About this task
For every entry below, give an exact repeat and leave out the pictures.

Task data

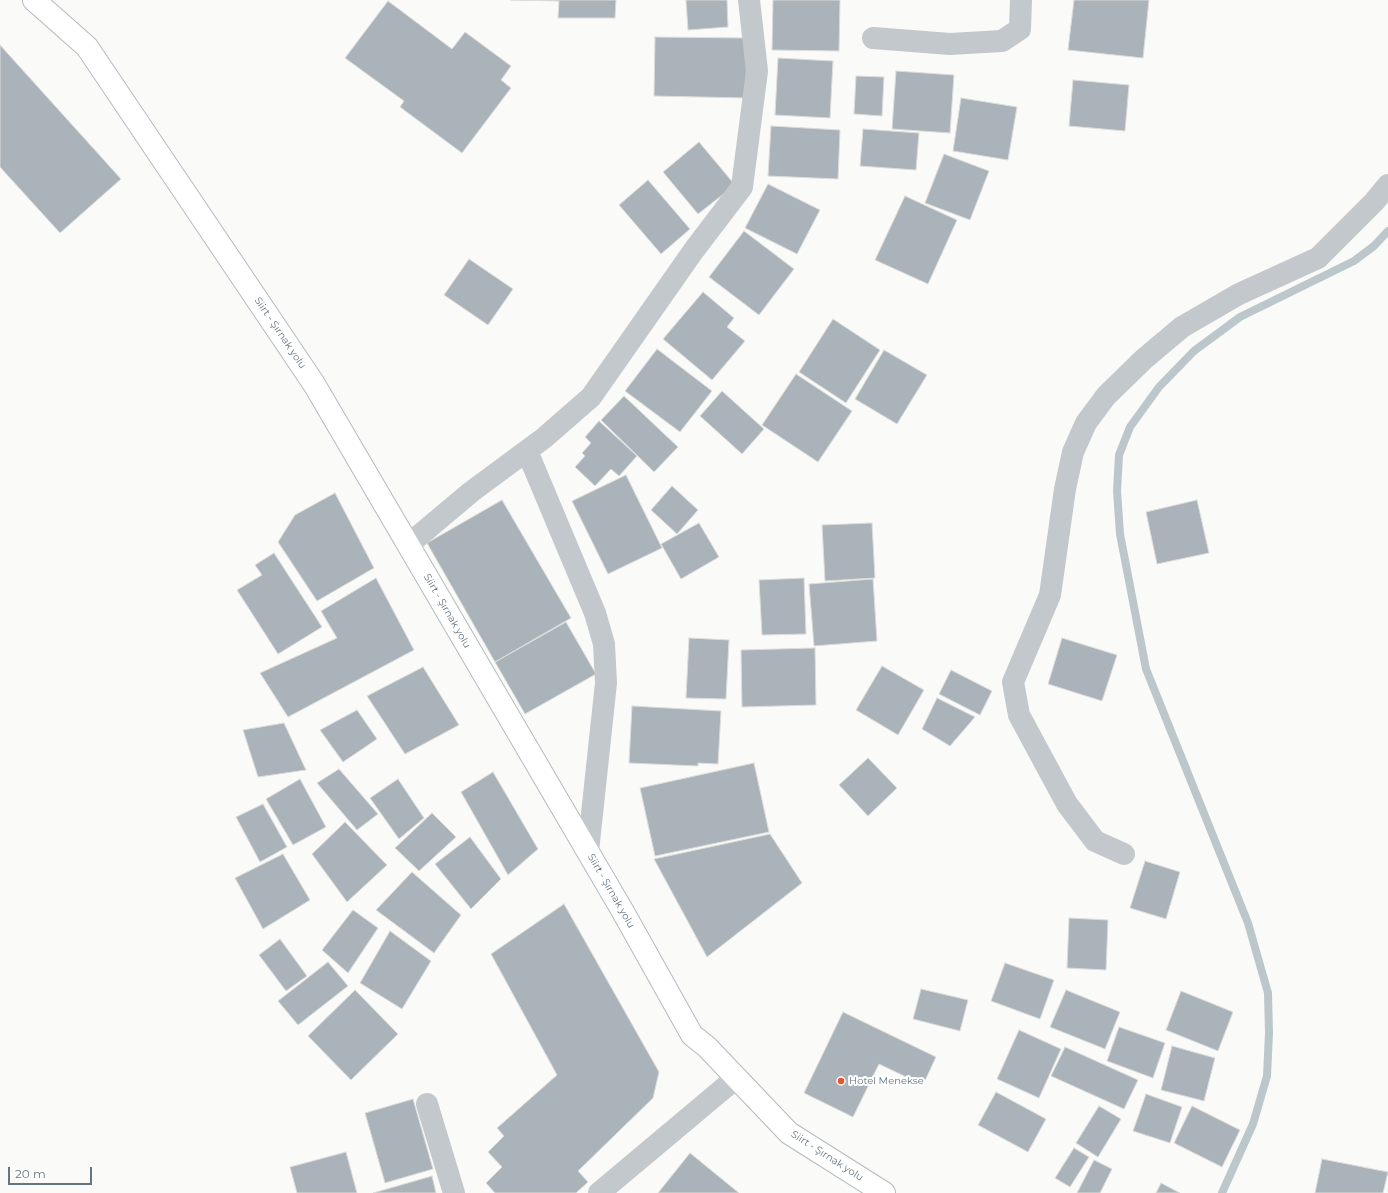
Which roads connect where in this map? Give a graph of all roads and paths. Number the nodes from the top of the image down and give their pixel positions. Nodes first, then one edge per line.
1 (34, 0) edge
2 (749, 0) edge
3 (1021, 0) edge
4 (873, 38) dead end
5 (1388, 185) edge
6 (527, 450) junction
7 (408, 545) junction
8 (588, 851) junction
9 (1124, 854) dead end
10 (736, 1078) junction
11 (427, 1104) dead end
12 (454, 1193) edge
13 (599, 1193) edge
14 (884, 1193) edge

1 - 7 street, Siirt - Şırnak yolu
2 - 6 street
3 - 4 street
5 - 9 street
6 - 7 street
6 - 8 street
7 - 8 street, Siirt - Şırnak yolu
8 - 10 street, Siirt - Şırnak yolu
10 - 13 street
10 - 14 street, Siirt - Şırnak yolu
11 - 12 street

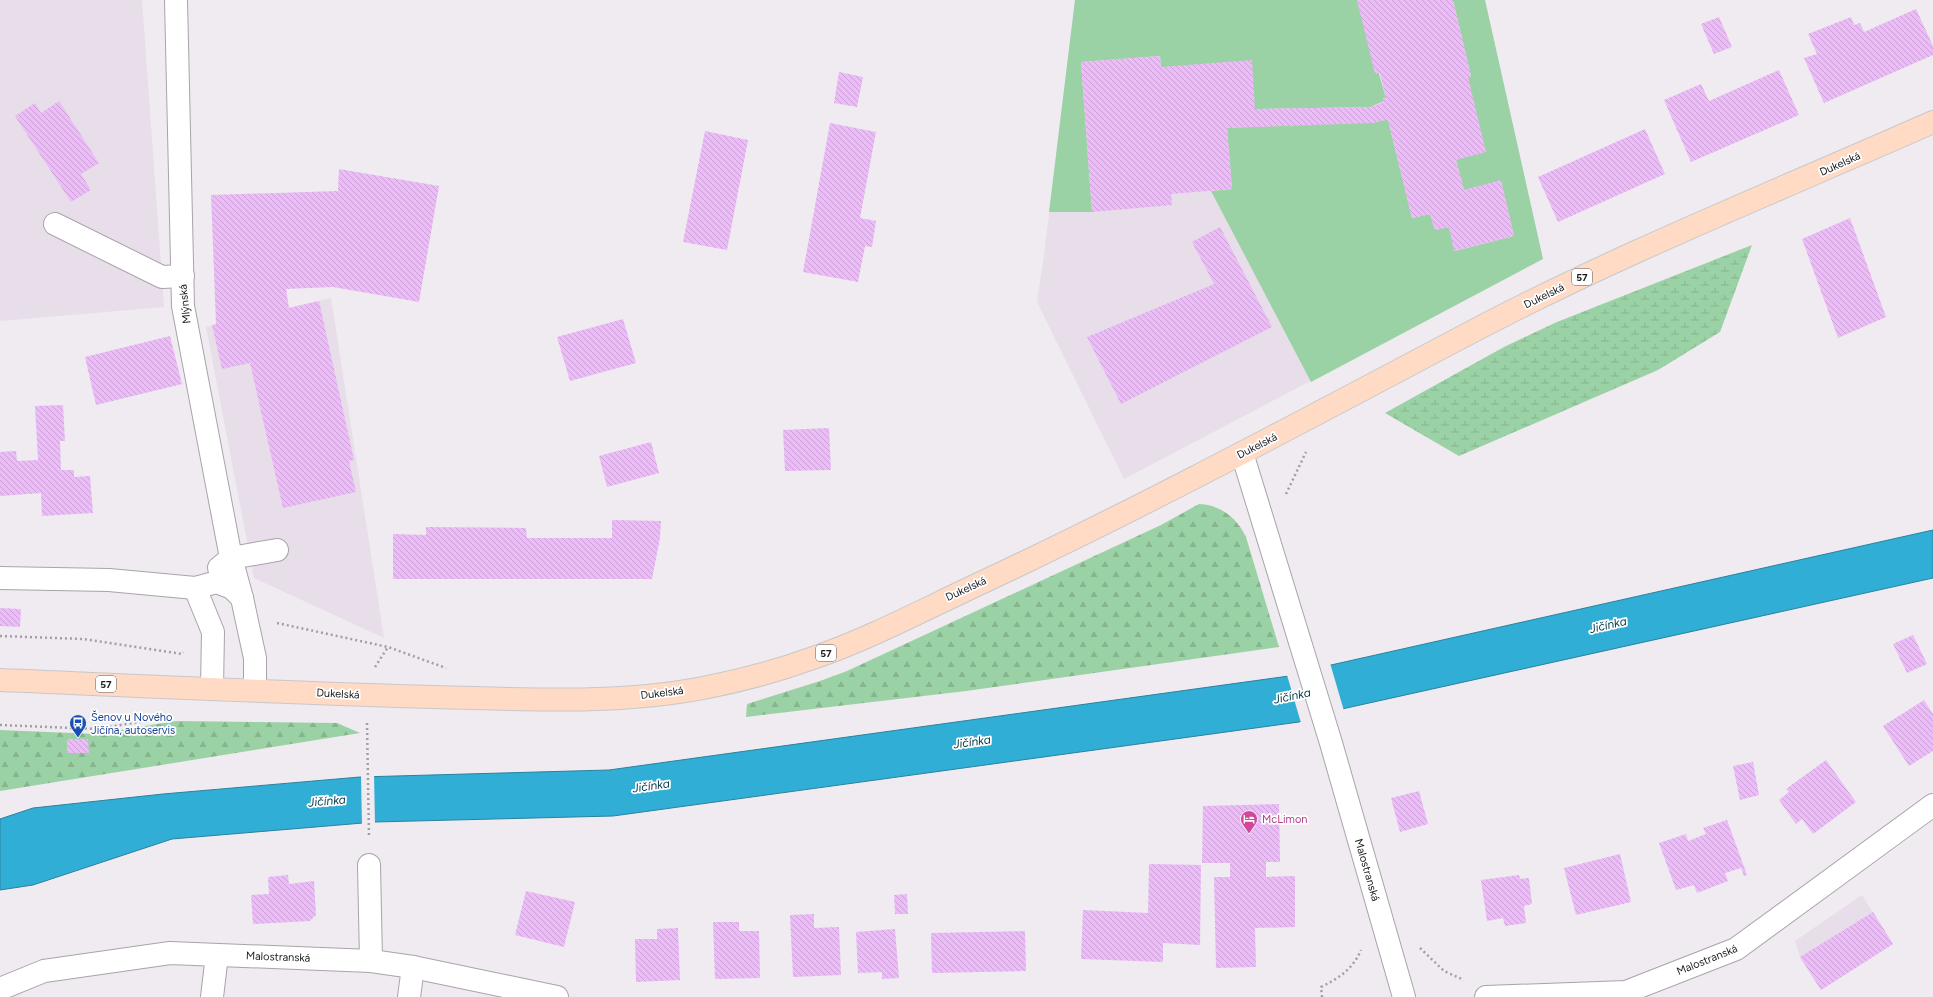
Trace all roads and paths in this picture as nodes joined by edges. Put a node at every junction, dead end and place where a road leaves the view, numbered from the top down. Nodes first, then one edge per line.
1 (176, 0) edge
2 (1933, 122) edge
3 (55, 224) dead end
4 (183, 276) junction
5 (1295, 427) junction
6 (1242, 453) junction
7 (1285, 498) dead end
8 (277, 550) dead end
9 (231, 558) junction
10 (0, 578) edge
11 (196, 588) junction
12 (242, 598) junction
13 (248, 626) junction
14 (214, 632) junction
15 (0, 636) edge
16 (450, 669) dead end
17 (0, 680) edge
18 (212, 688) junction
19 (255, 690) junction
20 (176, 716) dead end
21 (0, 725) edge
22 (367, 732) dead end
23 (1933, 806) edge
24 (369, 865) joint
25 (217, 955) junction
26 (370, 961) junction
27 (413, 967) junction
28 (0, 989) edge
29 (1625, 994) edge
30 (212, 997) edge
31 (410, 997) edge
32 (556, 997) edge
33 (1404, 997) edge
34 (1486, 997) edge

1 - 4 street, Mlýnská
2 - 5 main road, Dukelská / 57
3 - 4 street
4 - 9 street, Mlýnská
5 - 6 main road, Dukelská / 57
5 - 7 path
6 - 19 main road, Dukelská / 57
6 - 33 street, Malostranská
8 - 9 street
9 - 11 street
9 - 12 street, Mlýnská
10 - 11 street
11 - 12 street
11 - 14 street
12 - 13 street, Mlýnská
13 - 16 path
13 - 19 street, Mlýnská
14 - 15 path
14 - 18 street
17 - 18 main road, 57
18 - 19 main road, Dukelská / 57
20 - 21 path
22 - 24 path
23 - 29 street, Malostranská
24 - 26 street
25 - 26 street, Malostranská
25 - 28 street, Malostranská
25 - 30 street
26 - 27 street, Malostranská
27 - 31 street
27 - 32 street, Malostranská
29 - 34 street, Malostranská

Task solution
Which roads connect where in this map? Give a graph of all roads and paths. Number the nodes from the top of the image down and give their pixel positions. Nodes first, then one edge per line.
1 (34, 0) edge
2 (749, 0) edge
3 (1021, 0) edge
4 (873, 38) dead end
5 (1388, 185) edge
6 (527, 450) junction
7 (408, 545) junction
8 (588, 851) junction
9 (1124, 854) dead end
10 (736, 1078) junction
11 (427, 1104) dead end
12 (454, 1193) edge
13 (599, 1193) edge
14 (884, 1193) edge

1 - 7 street, Siirt - Şırnak yolu
2 - 6 street
3 - 4 street
5 - 9 street
6 - 7 street
6 - 8 street
7 - 8 street, Siirt - Şırnak yolu
8 - 10 street, Siirt - Şırnak yolu
10 - 13 street
10 - 14 street, Siirt - Şırnak yolu
11 - 12 street

Trace all roads and paths in this picture as nodes joined by edges. Put a node at every junction, dead end and place where a road leaves the view, numbered from the top down. Nodes first, then one edge per line.
1 (176, 0) edge
2 (1933, 122) edge
3 (55, 224) dead end
4 (183, 276) junction
5 (1295, 427) junction
6 (1242, 453) junction
7 (1285, 498) dead end
8 (277, 550) dead end
9 (231, 558) junction
10 (0, 578) edge
11 (196, 588) junction
12 (242, 598) junction
13 (248, 626) junction
14 (214, 632) junction
15 (0, 636) edge
16 (450, 669) dead end
17 (0, 680) edge
18 (212, 688) junction
19 (255, 690) junction
20 (176, 716) dead end
21 (0, 725) edge
22 (367, 732) dead end
23 (1933, 806) edge
24 (369, 865) joint
25 (217, 955) junction
26 (370, 961) junction
27 (413, 967) junction
28 (0, 989) edge
29 (1625, 994) edge
30 (212, 997) edge
31 (410, 997) edge
32 (556, 997) edge
33 (1404, 997) edge
34 (1486, 997) edge

1 - 4 street, Mlýnská
2 - 5 main road, Dukelská / 57
3 - 4 street
4 - 9 street, Mlýnská
5 - 6 main road, Dukelská / 57
5 - 7 path
6 - 19 main road, Dukelská / 57
6 - 33 street, Malostranská
8 - 9 street
9 - 11 street
9 - 12 street, Mlýnská
10 - 11 street
11 - 12 street
11 - 14 street
12 - 13 street, Mlýnská
13 - 16 path
13 - 19 street, Mlýnská
14 - 15 path
14 - 18 street
17 - 18 main road, 57
18 - 19 main road, Dukelská / 57
20 - 21 path
22 - 24 path
23 - 29 street, Malostranská
24 - 26 street
25 - 26 street, Malostranská
25 - 28 street, Malostranská
25 - 30 street
26 - 27 street, Malostranská
27 - 31 street
27 - 32 street, Malostranská
29 - 34 street, Malostranská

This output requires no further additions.